-- Opening Marker --

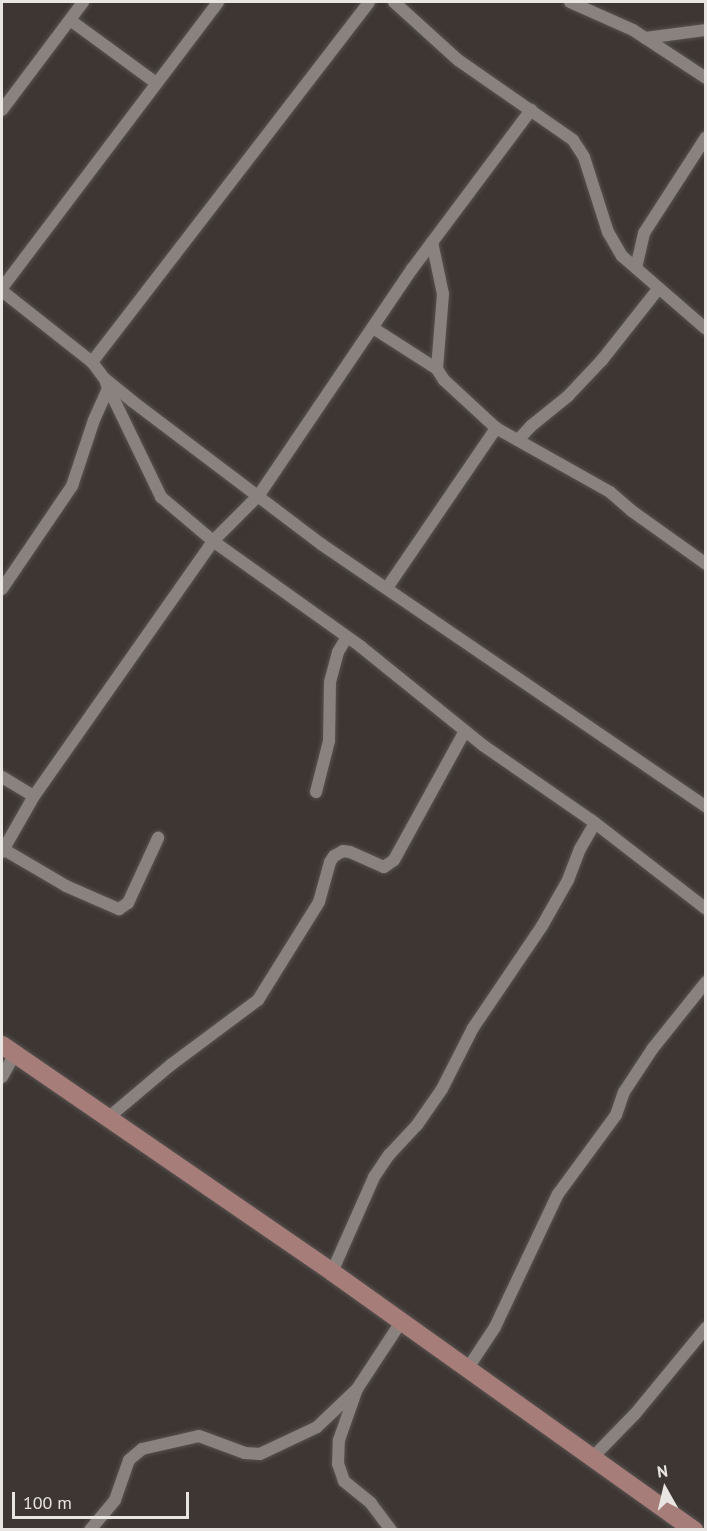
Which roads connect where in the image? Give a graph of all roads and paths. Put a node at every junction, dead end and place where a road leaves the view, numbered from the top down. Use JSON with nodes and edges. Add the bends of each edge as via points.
{"nodes":[{"id":1,"x":84,"y":2,"type":"edge"},
{"id":2,"x":218,"y":2,"type":"edge"},
{"id":3,"x":369,"y":2,"type":"edge"},
{"id":4,"x":394,"y":2,"type":"edge"},
{"id":5,"x":570,"y":2,"type":"edge"},
{"id":6,"x":70,"y":20,"type":"junction"},
{"id":7,"x":705,"y":30,"type":"edge"},
{"id":8,"x":645,"y":38,"type":"junction"},
{"id":9,"x":705,"y":78,"type":"edge"},
{"id":10,"x":156,"y":83,"type":"junction"},
{"id":11,"x":2,"y":110,"type":"edge"},
{"id":12,"x":531,"y":110,"type":"junction"},
{"id":13,"x":705,"y":136,"type":"edge"},
{"id":14,"x":432,"y":242,"type":"junction"},
{"id":15,"x":636,"y":268,"type":"junction"},
{"id":16,"x":2,"y":289,"type":"edge"},
{"id":17,"x":658,"y":289,"type":"junction"},
{"id":18,"x":373,"y":328,"type":"junction"},
{"id":19,"x":705,"y":329,"type":"edge"},
{"id":20,"x":92,"y":362,"type":"junction"},
{"id":21,"x":437,"y":369,"type":"junction"},
{"id":22,"x":106,"y":384,"type":"junction"},
{"id":23,"x":496,"y":428,"type":"junction"},
{"id":24,"x":518,"y":440,"type":"junction"},
{"id":25,"x":259,"y":495,"type":"junction"},
{"id":26,"x":213,"y":541,"type":"junction"},
{"id":27,"x":705,"y":564,"type":"edge"},
{"id":28,"x":387,"y":588,"type":"junction"},
{"id":29,"x":2,"y":589,"type":"edge"},
{"id":30,"x":347,"y":638,"type":"junction"},
{"id":31,"x":465,"y":731,"type":"junction"},
{"id":32,"x":2,"y":777,"type":"edge"},
{"id":33,"x":316,"y":792,"type":"dead end"},
{"id":34,"x":34,"y":796,"type":"junction"},
{"id":35,"x":705,"y":807,"type":"edge"},
{"id":36,"x":595,"y":823,"type":"junction"},
{"id":37,"x":158,"y":838,"type":"dead end"},
{"id":38,"x":2,"y":850,"type":"edge"},
{"id":39,"x":705,"y":909,"type":"edge"},
{"id":40,"x":705,"y":982,"type":"edge"},
{"id":41,"x":8,"y":1049,"type":"edge"},
{"id":42,"x":2,"y":1077,"type":"edge"},
{"id":43,"x":109,"y":1117,"type":"junction"},
{"id":44,"x":332,"y":1272,"type":"junction"},
{"id":45,"x":400,"y":1323,"type":"junction"},
{"id":46,"x":705,"y":1328,"type":"edge"},
{"id":47,"x":468,"y":1368,"type":"junction"},
{"id":48,"x":357,"y":1389,"type":"junction"},
{"id":49,"x":593,"y":1457,"type":"junction"},
{"id":50,"x":90,"y":1530,"type":"edge"},
{"id":51,"x":391,"y":1530,"type":"edge"},
{"id":52,"x":694,"y":1530,"type":"edge"}],
"edges":[{"from":1,"to":6,"type":"street"},
{"from":2,"to":10,"type":"street"},
{"from":3,"to":20,"type":"street"},
{"from":4,"to":12,"type":"street","via":[[458,60]]},
{"from":5,"to":8,"type":"street"},
{"from":6,"to":10,"type":"street"},
{"from":6,"to":11,"type":"street"},
{"from":7,"to":8,"type":"street"},
{"from":8,"to":9,"type":"street"},
{"from":10,"to":16,"type":"street"},
{"from":12,"to":14,"type":"street"},
{"from":12,"to":15,"type":"street","via":[[579,146],[608,232],[622,256]]},
{"from":13,"to":15,"type":"street","via":[[644,233]]},
{"from":14,"to":18,"type":"street"},
{"from":14,"to":21,"type":"street","via":[[443,294]]},
{"from":15,"to":17,"type":"street"},
{"from":16,"to":20,"type":"street"},
{"from":17,"to":19,"type":"street"},
{"from":17,"to":24,"type":"street","via":[[602,360]]},
{"from":18,"to":21,"type":"street"},
{"from":18,"to":25,"type":"street"},
{"from":20,"to":22,"type":"street"},
{"from":21,"to":23,"type":"street"},
{"from":22,"to":25,"type":"street"},
{"from":22,"to":26,"type":"street","via":[[161,497]]},
{"from":22,"to":29,"type":"street","via":[[72,486]]},
{"from":23,"to":24,"type":"street"},
{"from":23,"to":28,"type":"street"},
{"from":24,"to":27,"type":"street","via":[[610,492]]},
{"from":25,"to":26,"type":"street"},
{"from":25,"to":28,"type":"street"},
{"from":26,"to":30,"type":"street"},
{"from":26,"to":34,"type":"street"},
{"from":28,"to":35,"type":"street"},
{"from":30,"to":31,"type":"street"},
{"from":30,"to":33,"type":"street","via":[[338,652],[330,682],[329,741]]},
{"from":31,"to":36,"type":"street"},
{"from":31,"to":43,"type":"street","via":[[394,860],[384,867],[350,852],[334,856],[319,902],[258,1000]]},
{"from":32,"to":34,"type":"street"},
{"from":34,"to":38,"type":"street"},
{"from":36,"to":39,"type":"street"},
{"from":36,"to":44,"type":"street","via":[[542,926],[473,1028],[442,1089],[374,1177]]},
{"from":37,"to":38,"type":"street","via":[[128,903],[119,909],[66,886]]},
{"from":40,"to":47,"type":"street","via":[[653,1048],[624,1092],[616,1115],[558,1194],[495,1327]]},
{"from":41,"to":42,"type":"street"},
{"from":41,"to":43,"type":"street"},
{"from":43,"to":44,"type":"street"},
{"from":44,"to":45,"type":"street"},
{"from":45,"to":47,"type":"street"},
{"from":45,"to":48,"type":"street"},
{"from":46,"to":49,"type":"street","via":[[635,1414]]},
{"from":47,"to":49,"type":"street"},
{"from":48,"to":50,"type":"street","via":[[317,1427],[260,1454],[245,1453],[199,1436],[141,1449],[129,1460],[114,1500]]},
{"from":48,"to":51,"type":"street","via":[[339,1440],[338,1464],[344,1481],[371,1503]]},
{"from":49,"to":52,"type":"street"}]}
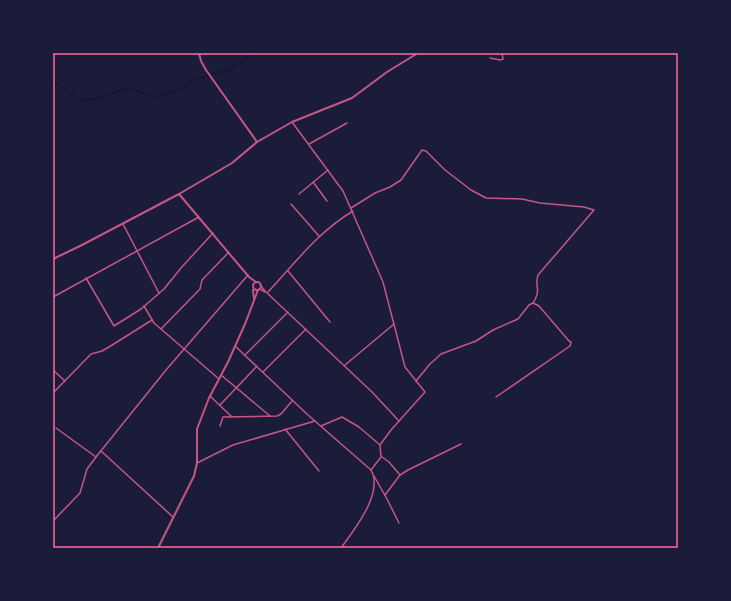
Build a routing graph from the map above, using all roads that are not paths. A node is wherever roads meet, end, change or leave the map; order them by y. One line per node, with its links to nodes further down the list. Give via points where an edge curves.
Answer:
1 (199, 53): 7 (street, via 220,93)
2 (418, 53): 5 (street, via 352,98)
3 (502, 53): 4 (street, via 503,59)
4 (490, 58)
5 (292, 122): 7 (street); 8 (street)
6 (347, 123): 8 (street)
7 (257, 142): 11 (street, via 232,164)
8 (309, 144): 9 (street)
9 (328, 170): 10 (street); 15 (street)
10 (313, 182): 12 (street); 13 (street)
11 (179, 194): 17 (street); 18 (street)
12 (299, 194)
13 (327, 201)
14 (291, 204): 20 (street)
15 (351, 208): 16 (street); 36 (street, via 402,180 422,150 450,174 486,198 529,200 594,210 538,275 538,294)
16 (353, 212): 20 (street, via 338,220); 41 (street, via 383,282)
17 (199, 216): 19 (street); 21 (street)
18 (123, 224): 21 (street); 23 (street)
19 (213, 233): 22 (street); 32 (street)
20 (319, 236): 24 (street)
21 (138, 250): 26 (street); 32 (street)
22 (229, 252): 25 (street); 42 (street, via 202,280 200,289)
23 (53, 259)
24 (288, 271): 33 (street); 40 (street)
25 (249, 276): 27 (street); 28 (street); 45 (street)
26 (86, 278): 34 (street); 37 (street, via 114,326)
27 (256, 282): 28 (street); 29 (street)
28 (253, 284): 30 (street)
29 (260, 285): 31 (street); 33 (street)
30 (253, 289): 31 (street); 35 (street)
31 (259, 290): 33 (street); 35 (street)
32 (159, 293): 37 (street)
33 (267, 293): 38 (street)
34 (53, 297)
35 (254, 300): 44 (street)
36 (533, 303): 54 (street, via 518,319 476,341 441,354); 58 (street, via 571,342 571,345)
37 (144, 306): 39 (street)
38 (288, 312): 43 (street); 46 (street)
39 (152, 320): 42 (street); 53 (street, via 102,351 91,354)
40 (330, 322)
41 (394, 324): 47 (street); 54 (street, via 405,367)
42 (161, 329): 45 (street)
43 (306, 329): 47 (street); 50 (street)
44 (235, 346): 46 (street); 51 (street)
45 (185, 349): 52 (street); 71 (street)
46 (245, 355): 48 (street)
47 (344, 365): 64 (street)
48 (257, 366): 50 (street); 55 (street)
49 (53, 370): 53 (street)
50 (263, 372): 59 (street)
51 (222, 375): 52 (street); 55 (street)
52 (219, 379): 57 (street)
53 (65, 381): 56 (street, via 55,391)
54 (416, 381): 64 (street, via 425,392)
55 (237, 388): 60 (street); 62 (street)
56 (53, 389)
57 (210, 396): 60 (street); 74 (street, via 197,429)
58 (496, 397)
59 (293, 400): 62 (street, via 281,414); 63 (street)
60 (220, 405): 61 (street)
61 (232, 416): 62 (street); 65 (street, via 223,417)
62 (270, 416)
63 (315, 421): 66 (street); 68 (street)
64 (399, 421): 70 (street)
65 (220, 426)
66 (321, 426): 70 (street, via 342,417 359,427); 75 (street)
67 (56, 428): 72 (street)
68 (285, 429): 74 (street, via 233,445); 76 (street)
69 (461, 444): 78 (street)
70 (380, 445): 73 (street)
71 (100, 451): 72 (street); 80 (street)
72 (96, 457): 81 (street, via 87,469 80,493)
73 (381, 457): 75 (street); 78 (street)
74 (197, 463): 80 (street, via 194,476)
75 (370, 470): 77 (street)
76 (319, 471)
77 (373, 475): 79 (street); 84 (street, via 367,508 362,519)
78 (400, 475): 79 (street)
79 (385, 495): 82 (street)
80 (173, 516): 83 (street)
81 (53, 521)
82 (398, 523)
83 (158, 548)
84 (340, 548)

-- Closing Marker --

Assignment
Where in the records does the word "graph" appear? Copy each line that holds it.

Answer below
Which roads connect where in the image? Give a graph of all roads and paths. Put a node at every junction, dead end and place where a road leaves the view, numbered from the top down. Use JSON with nodes and edges. Add the bends of each edge as via points.
Build a routing graph from the map above, using all roads that are not paths. A node is wherever roads meet, end, change or leave the map; order them by y. One line per node, with its links to nodes further down the list. Give via points where an edge curves.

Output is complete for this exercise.